Task item: Lines with "media" in the records below: say how many there are, and add nothing.

Material for this exercise:
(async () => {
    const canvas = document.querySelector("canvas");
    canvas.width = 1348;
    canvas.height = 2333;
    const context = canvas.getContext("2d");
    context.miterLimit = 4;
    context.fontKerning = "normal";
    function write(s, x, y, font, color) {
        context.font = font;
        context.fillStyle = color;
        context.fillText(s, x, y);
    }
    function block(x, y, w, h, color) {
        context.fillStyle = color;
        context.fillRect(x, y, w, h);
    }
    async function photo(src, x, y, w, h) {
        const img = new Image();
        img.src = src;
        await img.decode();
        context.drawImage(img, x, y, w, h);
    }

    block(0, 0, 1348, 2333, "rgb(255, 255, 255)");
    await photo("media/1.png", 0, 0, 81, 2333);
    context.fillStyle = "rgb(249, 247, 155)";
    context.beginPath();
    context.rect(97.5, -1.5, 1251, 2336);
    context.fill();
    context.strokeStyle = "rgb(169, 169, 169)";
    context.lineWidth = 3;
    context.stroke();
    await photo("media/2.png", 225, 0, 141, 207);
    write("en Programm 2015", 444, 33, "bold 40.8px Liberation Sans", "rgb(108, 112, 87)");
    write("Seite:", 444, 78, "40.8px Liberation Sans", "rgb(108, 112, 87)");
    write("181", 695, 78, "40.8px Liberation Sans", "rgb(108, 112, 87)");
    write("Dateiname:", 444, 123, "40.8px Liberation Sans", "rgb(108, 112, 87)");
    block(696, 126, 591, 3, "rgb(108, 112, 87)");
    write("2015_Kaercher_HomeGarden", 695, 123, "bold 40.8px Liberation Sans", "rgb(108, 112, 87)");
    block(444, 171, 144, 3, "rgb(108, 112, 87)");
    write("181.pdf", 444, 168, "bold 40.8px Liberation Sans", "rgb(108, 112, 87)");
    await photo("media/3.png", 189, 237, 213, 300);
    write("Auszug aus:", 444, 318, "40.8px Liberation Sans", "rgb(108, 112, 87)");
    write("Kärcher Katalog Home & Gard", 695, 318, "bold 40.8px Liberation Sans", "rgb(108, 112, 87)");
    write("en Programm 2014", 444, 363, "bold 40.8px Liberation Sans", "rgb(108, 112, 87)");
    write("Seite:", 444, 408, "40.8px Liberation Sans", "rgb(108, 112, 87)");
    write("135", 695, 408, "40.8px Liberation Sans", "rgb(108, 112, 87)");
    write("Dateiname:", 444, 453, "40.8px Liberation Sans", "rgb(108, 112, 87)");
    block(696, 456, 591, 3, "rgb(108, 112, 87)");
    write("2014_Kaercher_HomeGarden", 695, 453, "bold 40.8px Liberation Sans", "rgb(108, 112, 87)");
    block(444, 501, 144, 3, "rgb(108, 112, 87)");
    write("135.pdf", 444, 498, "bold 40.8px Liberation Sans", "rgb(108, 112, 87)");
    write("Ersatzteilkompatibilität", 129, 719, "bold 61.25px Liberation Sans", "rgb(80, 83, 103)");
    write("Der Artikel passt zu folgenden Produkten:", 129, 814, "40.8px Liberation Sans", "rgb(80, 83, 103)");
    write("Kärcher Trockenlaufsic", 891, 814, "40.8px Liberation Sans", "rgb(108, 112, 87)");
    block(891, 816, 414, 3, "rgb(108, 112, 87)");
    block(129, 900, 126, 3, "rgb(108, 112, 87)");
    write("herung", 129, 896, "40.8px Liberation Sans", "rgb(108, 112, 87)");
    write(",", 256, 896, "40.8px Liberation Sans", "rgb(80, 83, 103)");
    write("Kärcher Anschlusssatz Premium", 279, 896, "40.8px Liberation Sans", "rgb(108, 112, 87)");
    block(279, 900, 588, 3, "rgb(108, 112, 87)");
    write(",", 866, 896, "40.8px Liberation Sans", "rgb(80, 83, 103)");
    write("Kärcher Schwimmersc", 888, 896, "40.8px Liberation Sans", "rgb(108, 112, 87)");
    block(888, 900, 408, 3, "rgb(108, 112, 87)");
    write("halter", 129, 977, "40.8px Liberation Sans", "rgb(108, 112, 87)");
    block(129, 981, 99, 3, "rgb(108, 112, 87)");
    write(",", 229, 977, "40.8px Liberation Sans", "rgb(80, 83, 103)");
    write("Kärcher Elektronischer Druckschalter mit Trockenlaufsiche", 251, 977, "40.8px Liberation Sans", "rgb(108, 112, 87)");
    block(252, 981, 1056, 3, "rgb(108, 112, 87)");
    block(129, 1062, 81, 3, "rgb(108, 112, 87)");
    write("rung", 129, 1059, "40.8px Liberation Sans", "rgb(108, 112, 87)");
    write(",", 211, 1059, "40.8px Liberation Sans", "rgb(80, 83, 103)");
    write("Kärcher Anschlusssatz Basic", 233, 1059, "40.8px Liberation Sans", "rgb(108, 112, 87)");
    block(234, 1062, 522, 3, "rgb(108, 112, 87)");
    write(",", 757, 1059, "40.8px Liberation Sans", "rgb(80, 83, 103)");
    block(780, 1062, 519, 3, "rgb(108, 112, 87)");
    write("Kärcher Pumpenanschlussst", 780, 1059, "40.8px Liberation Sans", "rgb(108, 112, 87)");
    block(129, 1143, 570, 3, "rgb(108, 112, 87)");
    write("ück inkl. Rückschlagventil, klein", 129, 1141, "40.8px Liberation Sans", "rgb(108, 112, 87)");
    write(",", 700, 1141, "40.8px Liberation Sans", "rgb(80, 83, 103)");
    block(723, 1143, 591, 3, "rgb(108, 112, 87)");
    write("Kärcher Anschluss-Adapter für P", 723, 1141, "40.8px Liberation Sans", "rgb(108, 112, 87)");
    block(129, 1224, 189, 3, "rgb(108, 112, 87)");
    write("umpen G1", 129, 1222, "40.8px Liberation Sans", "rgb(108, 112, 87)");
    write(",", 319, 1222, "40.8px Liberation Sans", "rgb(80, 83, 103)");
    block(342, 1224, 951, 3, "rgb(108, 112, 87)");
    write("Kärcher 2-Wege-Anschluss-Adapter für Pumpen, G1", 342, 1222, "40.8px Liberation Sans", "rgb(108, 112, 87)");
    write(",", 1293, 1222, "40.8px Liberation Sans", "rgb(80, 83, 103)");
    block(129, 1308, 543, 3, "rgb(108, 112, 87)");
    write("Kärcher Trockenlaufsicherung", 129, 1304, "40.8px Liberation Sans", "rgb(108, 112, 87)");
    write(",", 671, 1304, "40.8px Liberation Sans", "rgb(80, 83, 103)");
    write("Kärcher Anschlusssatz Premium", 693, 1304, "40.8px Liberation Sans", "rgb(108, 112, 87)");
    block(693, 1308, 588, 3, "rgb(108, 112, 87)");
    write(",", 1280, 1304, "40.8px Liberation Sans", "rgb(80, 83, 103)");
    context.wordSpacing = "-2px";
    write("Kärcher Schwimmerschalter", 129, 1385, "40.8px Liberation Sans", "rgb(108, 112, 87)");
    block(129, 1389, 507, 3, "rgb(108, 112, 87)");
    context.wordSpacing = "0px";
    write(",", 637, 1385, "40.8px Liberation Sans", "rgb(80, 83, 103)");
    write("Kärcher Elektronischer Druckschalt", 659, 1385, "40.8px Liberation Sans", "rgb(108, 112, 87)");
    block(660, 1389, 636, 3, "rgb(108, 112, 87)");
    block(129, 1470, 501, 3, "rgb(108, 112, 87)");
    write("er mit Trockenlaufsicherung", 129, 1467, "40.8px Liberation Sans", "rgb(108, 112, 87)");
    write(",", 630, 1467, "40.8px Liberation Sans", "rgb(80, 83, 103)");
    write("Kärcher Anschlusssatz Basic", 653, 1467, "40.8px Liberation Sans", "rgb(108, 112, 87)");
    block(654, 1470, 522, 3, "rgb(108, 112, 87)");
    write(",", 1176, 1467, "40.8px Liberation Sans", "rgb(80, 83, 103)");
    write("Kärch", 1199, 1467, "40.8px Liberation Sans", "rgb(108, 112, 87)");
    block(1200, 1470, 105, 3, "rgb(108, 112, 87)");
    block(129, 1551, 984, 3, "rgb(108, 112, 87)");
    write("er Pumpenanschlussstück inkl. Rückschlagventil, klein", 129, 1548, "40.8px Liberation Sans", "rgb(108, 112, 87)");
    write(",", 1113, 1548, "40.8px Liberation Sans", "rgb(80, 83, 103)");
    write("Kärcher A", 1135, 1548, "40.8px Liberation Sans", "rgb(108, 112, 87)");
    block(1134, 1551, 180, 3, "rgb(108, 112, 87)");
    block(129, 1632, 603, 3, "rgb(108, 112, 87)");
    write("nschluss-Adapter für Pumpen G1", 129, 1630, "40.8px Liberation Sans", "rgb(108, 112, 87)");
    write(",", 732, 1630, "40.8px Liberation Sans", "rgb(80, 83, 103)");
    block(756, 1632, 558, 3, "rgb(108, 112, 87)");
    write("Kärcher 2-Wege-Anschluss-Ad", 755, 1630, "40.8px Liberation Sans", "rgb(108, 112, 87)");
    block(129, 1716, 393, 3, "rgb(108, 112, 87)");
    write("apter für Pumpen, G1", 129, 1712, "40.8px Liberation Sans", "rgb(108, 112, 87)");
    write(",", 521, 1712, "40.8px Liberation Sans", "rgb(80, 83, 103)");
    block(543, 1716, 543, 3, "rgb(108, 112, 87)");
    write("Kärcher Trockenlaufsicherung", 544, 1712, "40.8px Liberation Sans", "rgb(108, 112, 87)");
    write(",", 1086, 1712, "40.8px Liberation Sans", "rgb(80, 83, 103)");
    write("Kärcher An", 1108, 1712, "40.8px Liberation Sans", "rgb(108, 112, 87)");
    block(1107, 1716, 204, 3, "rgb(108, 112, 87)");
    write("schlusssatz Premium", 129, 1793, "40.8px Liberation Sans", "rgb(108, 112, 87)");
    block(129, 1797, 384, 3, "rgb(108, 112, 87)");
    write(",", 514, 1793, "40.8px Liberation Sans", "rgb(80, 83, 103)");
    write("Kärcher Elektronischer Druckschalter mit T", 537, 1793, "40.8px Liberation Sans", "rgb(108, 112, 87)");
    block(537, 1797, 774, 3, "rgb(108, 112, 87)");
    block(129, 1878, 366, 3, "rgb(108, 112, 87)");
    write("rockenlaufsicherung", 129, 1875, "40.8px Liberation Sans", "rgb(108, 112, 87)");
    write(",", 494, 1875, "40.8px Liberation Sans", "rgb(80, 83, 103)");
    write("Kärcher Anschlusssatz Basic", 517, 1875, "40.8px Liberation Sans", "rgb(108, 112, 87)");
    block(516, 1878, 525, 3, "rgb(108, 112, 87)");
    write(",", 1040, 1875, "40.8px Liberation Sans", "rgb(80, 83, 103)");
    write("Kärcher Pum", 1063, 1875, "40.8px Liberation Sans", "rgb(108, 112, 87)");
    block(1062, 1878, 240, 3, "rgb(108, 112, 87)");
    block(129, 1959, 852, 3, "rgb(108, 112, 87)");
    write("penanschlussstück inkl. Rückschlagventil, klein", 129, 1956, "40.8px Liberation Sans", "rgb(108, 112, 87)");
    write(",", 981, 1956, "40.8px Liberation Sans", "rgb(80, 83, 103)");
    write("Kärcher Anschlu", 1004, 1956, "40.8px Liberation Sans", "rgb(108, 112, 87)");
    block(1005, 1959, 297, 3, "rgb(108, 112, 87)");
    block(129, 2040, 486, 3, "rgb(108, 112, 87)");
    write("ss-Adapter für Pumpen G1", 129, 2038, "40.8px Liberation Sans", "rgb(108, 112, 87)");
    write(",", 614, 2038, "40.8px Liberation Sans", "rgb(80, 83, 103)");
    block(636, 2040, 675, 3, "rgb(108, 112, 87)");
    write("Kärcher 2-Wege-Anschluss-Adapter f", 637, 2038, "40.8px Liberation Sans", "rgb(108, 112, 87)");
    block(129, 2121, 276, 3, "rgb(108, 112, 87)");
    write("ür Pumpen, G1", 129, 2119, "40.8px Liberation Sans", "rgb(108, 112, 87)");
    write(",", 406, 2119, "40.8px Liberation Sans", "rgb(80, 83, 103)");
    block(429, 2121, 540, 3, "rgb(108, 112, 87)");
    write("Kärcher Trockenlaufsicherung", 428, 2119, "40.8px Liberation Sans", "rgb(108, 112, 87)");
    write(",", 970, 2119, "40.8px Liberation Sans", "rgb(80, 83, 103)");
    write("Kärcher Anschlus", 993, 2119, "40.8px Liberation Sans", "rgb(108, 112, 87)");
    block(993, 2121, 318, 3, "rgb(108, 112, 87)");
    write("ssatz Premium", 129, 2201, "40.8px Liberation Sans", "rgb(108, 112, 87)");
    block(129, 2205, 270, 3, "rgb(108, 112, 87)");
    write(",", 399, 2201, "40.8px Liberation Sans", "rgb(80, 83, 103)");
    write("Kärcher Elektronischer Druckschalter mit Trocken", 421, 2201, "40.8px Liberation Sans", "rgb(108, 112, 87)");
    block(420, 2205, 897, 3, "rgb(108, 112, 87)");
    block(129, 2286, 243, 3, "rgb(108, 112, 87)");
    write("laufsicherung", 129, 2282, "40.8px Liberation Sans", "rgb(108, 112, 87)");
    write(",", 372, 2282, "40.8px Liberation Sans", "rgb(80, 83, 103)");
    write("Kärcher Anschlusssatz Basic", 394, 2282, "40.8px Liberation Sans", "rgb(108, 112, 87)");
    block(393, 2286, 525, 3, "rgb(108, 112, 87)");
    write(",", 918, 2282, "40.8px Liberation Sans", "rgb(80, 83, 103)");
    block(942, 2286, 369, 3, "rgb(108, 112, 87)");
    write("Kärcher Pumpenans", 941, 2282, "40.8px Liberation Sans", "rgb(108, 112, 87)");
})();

Your solution: 3